The Mechanism of Chromatographic Retention - Retention and Exclusion > The Preparation of Silica Gel > Page 59

Retention and Exclusion

All stationary phases based on silica gel exhibit exclusion properties. Polystyrene stationary phases are broadly similar in physical form but their exclusion properties tend to be less significant than those of silica gel. The exclusion properties of silica gel arise from its method of formation and so the processes involved will help reveal the physical nature of the gel.

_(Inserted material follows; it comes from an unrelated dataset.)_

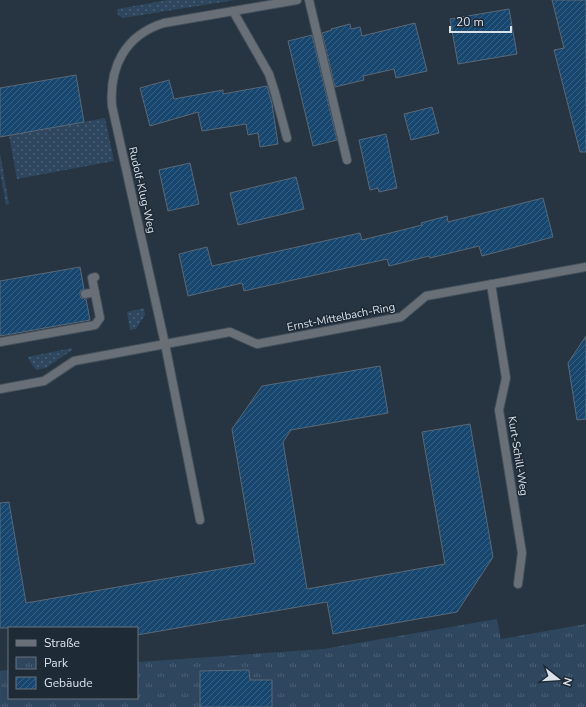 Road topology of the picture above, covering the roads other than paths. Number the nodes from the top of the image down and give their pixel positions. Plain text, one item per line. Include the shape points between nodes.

Silica gel is an amorphous, highly porous, partially hydrated form of silica made from the two most abundant elements in the earth's crust, silicon and oxygen. More than 55%w/w of the earth's surface consists of either silica (silicon dioxide) or silicates (silica combined with metal oxides). Silica found naturally is not significantly hydrated and, although it can exist in both crystalline and amorphous forms, it usually occurs as quartz, cristobalite or tridymite crystals. Quartz, when crushed by earth movement and weathered by air and water forms sand. Each silicon atom in both quartz and cristobalite is associated with four oxygen atoms but, in cristobalite the silicon atoms are thought to be oriented in a similar manner to the carbon atoms in diamond where the oxygen atoms would be considered to be situated half way between the 'carbon' atoms. In quartz, the silicon atoms adopt a helical configuration, and consequently, the crystals are enantiomorphic and, thus, optically active. Silica, (SiO2) can be considered to be the anhydride of silicic acid, and in its naturally occurring crystalline form, does hydrate to silicic acid and, as a consequence, is very slightly soluble in water. However, the hydration is very slow and it is not practical to produce silica gel, for example, by directly hydrating quartz.

The Preparation of Silica Gel

Silica gel is manufactured by Patrick's process which consists essentially of releasing silicic acid from a strong solution of sodium silicate by hydrochloric acid. (The sodium silicate is usually manufactured by heating sand at a high temperature in contact with caustic soda or sodium carbonate).